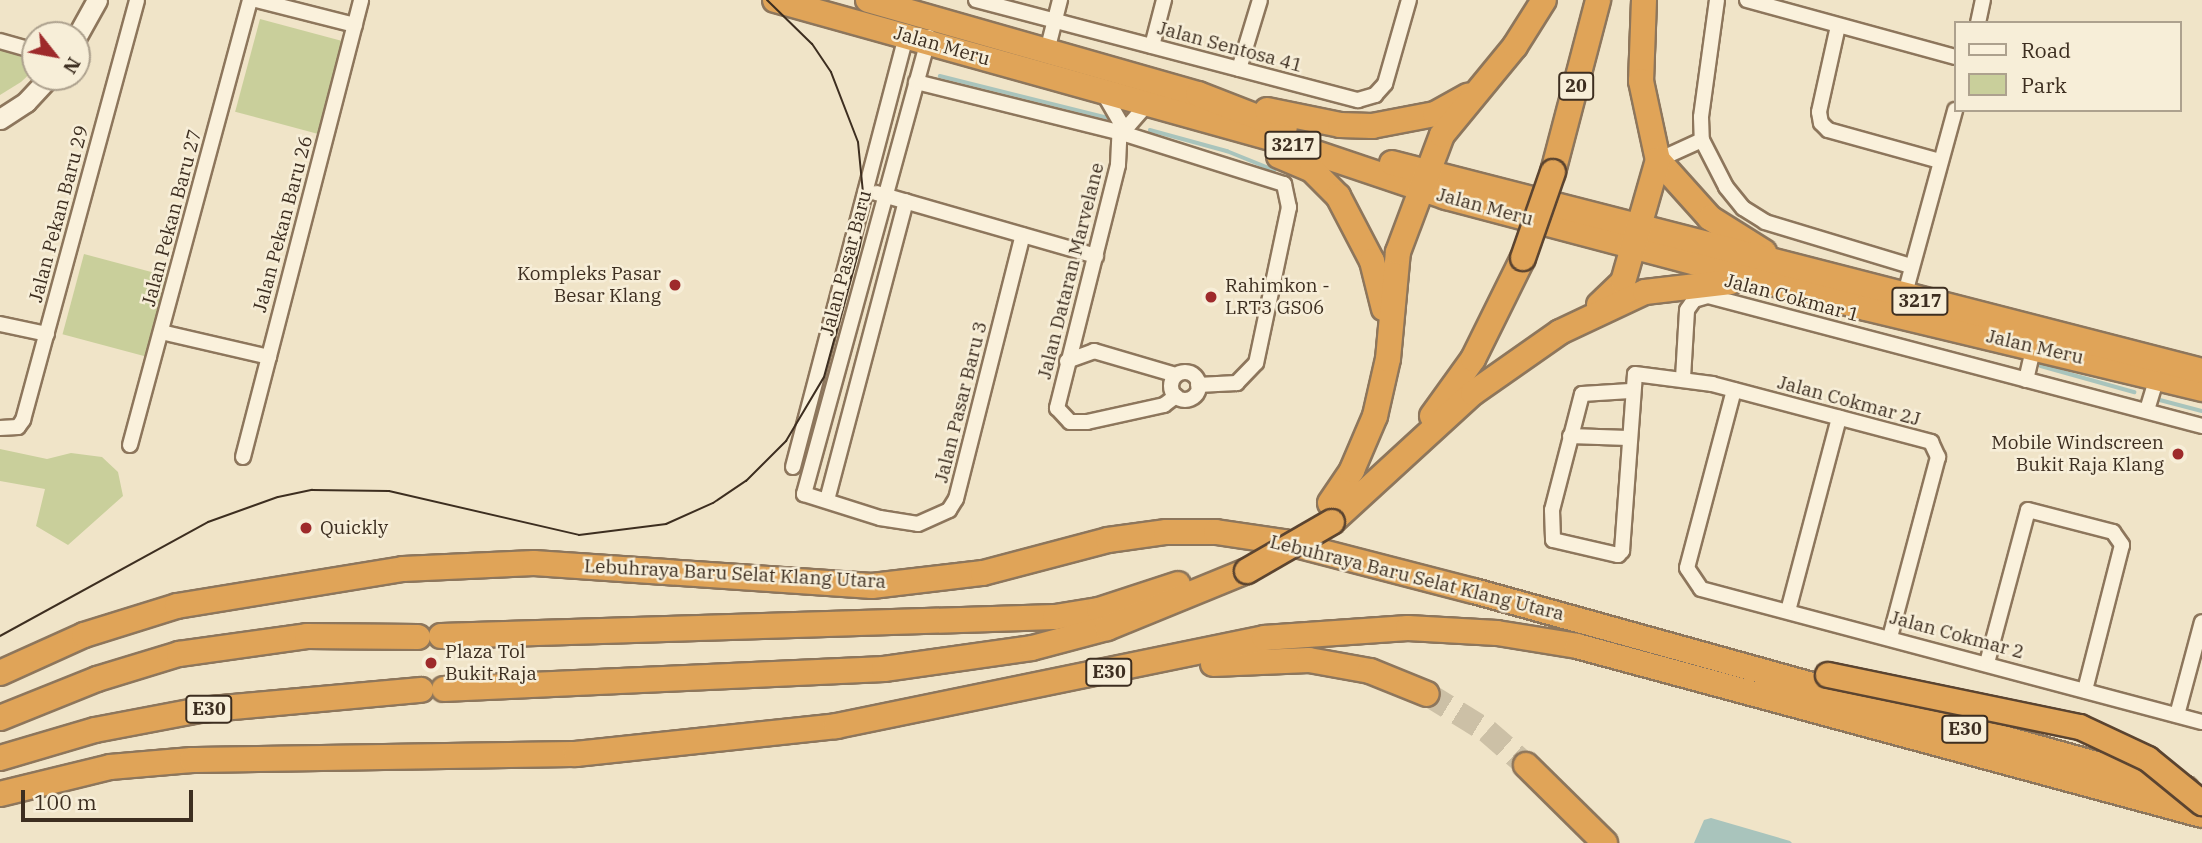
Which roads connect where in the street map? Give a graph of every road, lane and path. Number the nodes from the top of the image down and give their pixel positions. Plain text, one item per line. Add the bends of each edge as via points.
1 (97, 0) edge
2 (136, 0) edge
3 (250, 0) edge
4 (256, 0) edge
5 (361, 0) edge
6 (775, 0) edge
7 (868, 0) edge
8 (975, 0) edge
9 (1060, 0) edge
10 (1164, 0) edge
11 (1260, 0) edge
12 (1409, 0) edge
13 (1544, 0) edge
14 (1598, 0) edge
15 (1644, 0) edge
16 (1717, 0) edge
17 (1747, 0) edge
18 (1983, 0) edge
19 (85, 21) edge
20 (1055, 21) junction
21 (1978, 21) edge
22 (355, 25) junction
23 (1838, 26) junction
24 (919, 27) junction
25 (965, 28) junction
26 (0, 41) edge
27 (1152, 46) junction
28 (21, 47) edge
29 (1047, 51) junction
30 (1954, 57) edge
31 (1238, 69) junction
32 (916, 82) junction
33 (1483, 86) junction
34 (1101, 90) junction
35 (36, 91) edge
36 (1198, 94) junction
37 (1170, 110) junction
38 (1954, 112) edge
39 (0, 119) edge
40 (1122, 133) junction
41 (1702, 140) junction
42 (1658, 160) junction
43 (1940, 161) junction
44 (1425, 182) junction
45 (866, 190) junction
46 (884, 195) junction
47 (906, 201) junction
48 (1023, 236) junction
49 (1635, 238) junction
50 (1096, 257) junction
51 (1912, 266) junction
52 (1819, 276) junction
53 (1772, 284) junction
54 (1904, 297) junction
55 (0, 324) edge
56 (1078, 326) junction
57 (161, 332) junction
58 (1560, 332) junction
59 (47, 334) junction
60 (1389, 337) junction
61 (2034, 346) junction
62 (1094, 351) junction
63 (269, 357) junction
64 (1067, 361) junction
65 (2202, 371) edge
66 (1176, 375) junction
67 (1683, 377) junction
68 (2157, 378) junction
69 (2026, 380) junction
70 (1198, 385) junction
71 (2202, 389) edge
72 (1734, 390) junction
73 (1630, 391) junction
74 (1176, 396) junction
75 (1443, 400) junction
76 (2147, 410) junction
77 (1839, 418) junction
78 (2202, 426) edge
79 (5, 429) edge
80 (1570, 436) junction
81 (1628, 438) junction
82 (130, 445) dead end
83 (243, 457) dead end
84 (793, 467) dead end
85 (804, 494) joint
86 (1366, 494) junction
87 (827, 500) junction
88 (1328, 511) junction
89 (1242, 565) junction
90 (1788, 611) junction
91 (2202, 622) edge
92 (1890, 637) junction
93 (1729, 660) junction
94 (1987, 663) junction
95 (0, 673) edge
96 (1060, 683) junction
97 (2085, 690) junction
98 (1427, 694) tunnel mouth
99 (2177, 715) junction
100 (0, 718) edge
101 (2202, 722) edge
102 (0, 758) edge
103 (1526, 765) tunnel mouth
104 (2202, 793) edge
105 (0, 794) edge
106 (2202, 803) edge
107 (2202, 815) edge
108 (1605, 843) edge

1 - 19 street
2 - 59 street, Jalan Pekan Baru 29
3 - 57 street, Jalan Pekan Baru 27
4 - 22 street
5 - 22 street, Jalan Pekan Baru 26
6 - 24 highway, Jalan Meru / 3217
7 - 24 highway, Jalan Meru / 3217
8 - 20 street, Jalan Sentosa 41
8 - 25 street
9 - 20 street
10 - 27 street
11 - 31 street
12 - 31 street, Jalan Sentosa 41 via 1385,84 1367,100
13 - 33 highway
14 - 75 highway, 20, bridge via 1553,172 1523,258 1473,359
15 - 42 highway via 1641,81
16 - 41 street via 1703,82
17 - 23 street
18 - 21 street
20 - 27 street, Jalan Sentosa 41
20 - 29 street
22 - 63 street, Jalan Pekan Baru 26
23 - 30 street
23 - 43 street via 1819,112 1821,124 1828,130
24 - 25 highway, Jalan Meru / 3217
24 - 32 street, Jalan Pasar Baru
24 - 34 highway, Jalan Meru / 3217
24 - 45 street
25 - 29 highway, Jalan Meru / 3217
26 - 28 street
27 - 31 street, Jalan Sentosa 41
29 - 36 highway, Jalan Meru / 3217
32 - 40 street
32 - 46 street, Jalan Pasar Baru
33 - 36 highway via 1435,114 1372,126 1339,125
33 - 44 highway via 1442,135
34 - 37 highway, Jalan Meru / 3217
34 - 40 street via 1117,112
35 - 39 street
36 - 44 highway, Jalan Meru / 3217
37 - 40 street via 1143,109
37 - 44 highway, Jalan Meru / 3217
37 - 60 highway via 1311,170 1338,196 1372,261
38 - 43 street
40 - 50 street, Jalan Dataran Marvelane
40 - 70 street via 1275,178 1289,193 1256,363 1237,383
41 - 42 street
41 - 51 street via 1726,187 1743,208 1765,222
42 - 49 highway
42 - 52 highway via 1710,218 1748,245
43 - 51 street
44 - 49 highway, Jalan Meru / 3217
44 - 60 highway via 1398,252
45 - 46 street
45 - 84 street
46 - 47 street
46 - 85 street, Jalan Pasar Baru
47 - 48 street
47 - 87 street
48 - 50 street
48 - 87 street, Jalan Pasar Baru 3 via 956,499 949,510 918,524 880,518
49 - 52 highway, Jalan Meru / 3217
49 - 53 highway, Jalan Meru / 3217
49 - 58 highway via 1623,282
50 - 56 street, Jalan Dataran Marvelane
51 - 54 street
52 - 54 highway, Jalan Meru / 3217
53 - 58 highway via 1699,282 1645,292
53 - 61 highway, Jalan Meru / 3217
54 - 65 highway, Jalan Meru / 3217
55 - 59 street
56 - 62 street via 1081,340
56 - 64 street, Jalan Dataran Marvelane
57 - 63 street
57 - 82 street, Jalan Pekan Baru 27
58 - 86 highway via 1472,393
59 - 79 street, Jalan Pekan Baru 29 via 23,420
60 - 88 highway via 1376,416
61 - 68 highway, Jalan Meru / 3217
61 - 69 street
62 - 64 street
62 - 66 street
63 - 83 street, Jalan Pekan Baru 26
64 - 74 street, Jalan Dataran Marvelane via 1057,408 1070,422 1164,405
66 - 70 street via 1192,374
66 - 74 street via 1171,386
67 - 69 street, Jalan Cokmar 1 via 1687,310 1694,300 1709,296
67 - 72 street, Jalan Cokmar 2J
67 - 73 street, Jalan Cokmar 2J via 1635,374
68 - 71 highway, Jalan Meru / 3217
68 - 76 street
69 - 76 street, Jalan Cokmar 1
70 - 74 street via 1192,397
72 - 77 street, Jalan Cokmar 2J
72 - 90 street, Jalan Cokmar 2 via 1688,568 1700,589
73 - 80 street via 1584,391
73 - 81 street
75 - 86 highway, 20
75 - 88 highway, 20
76 - 78 street, Jalan Cokmar 1
77 - 90 street
77 - 92 street, Jalan Cokmar 2J via 1931,442 1938,457
80 - 81 street
80 - 81 street via 1552,510 1551,538 1618,555 1622,551
85 - 87 street, Jalan Pasar Baru 3
86 - 88 highway, 20
88 - 89 highway, 20
89 - 100 highway, Lebuhraya Baru Selat Klang Utara via 1055,617 430,637 307,636 179,654 97,679
89 - 102 highway, Lebuhraya Baru Selat Klang Utara / E30 via 1107,628 1032,648 884,669 433,689 200,710 95,730
90 - 92 street, Jalan Cokmar 2
91 - 99 street
92 - 94 street, Jalan Cokmar 2
93 - 95 highway, Lebuhraya Baru Selat Klang Utara / E30 via 1284,542 1216,532 1166,532 1108,540 983,573 872,586 534,563 403,569 177,606 84,635
93 - 104 highway, Lebuhraya Baru Selat Klang Utara / E30
93 - 106 highway, bridge via 1757,657 2080,727 2148,759
94 - 97 street, Jalan Cokmar 2
94 - 97 street via 2028,510 2113,532 2122,545
96 - 98 highway via 1286,659 1370,671
96 - 105 highway, Lebuhraya Baru Selat Klang Utara / E30 via 836,726 589,753 192,760 110,767
96 - 107 highway, Lebuhraya Baru Selat Klang Utara / E30 via 1276,637 1408,628 1497,633 1641,662
97 - 99 street, Jalan Cokmar 2
99 - 101 street, Jalan Cokmar 2
103 - 108 highway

#### [TRY IT]
Find the string "Dataran" in the material above. Then copy each line that has it.

#### [EXERCISE RESPONSE]
40 - 50 street, Jalan Dataran Marvelane
50 - 56 street, Jalan Dataran Marvelane
56 - 64 street, Jalan Dataran Marvelane
64 - 74 street, Jalan Dataran Marvelane via 1057,408 1070,422 1164,405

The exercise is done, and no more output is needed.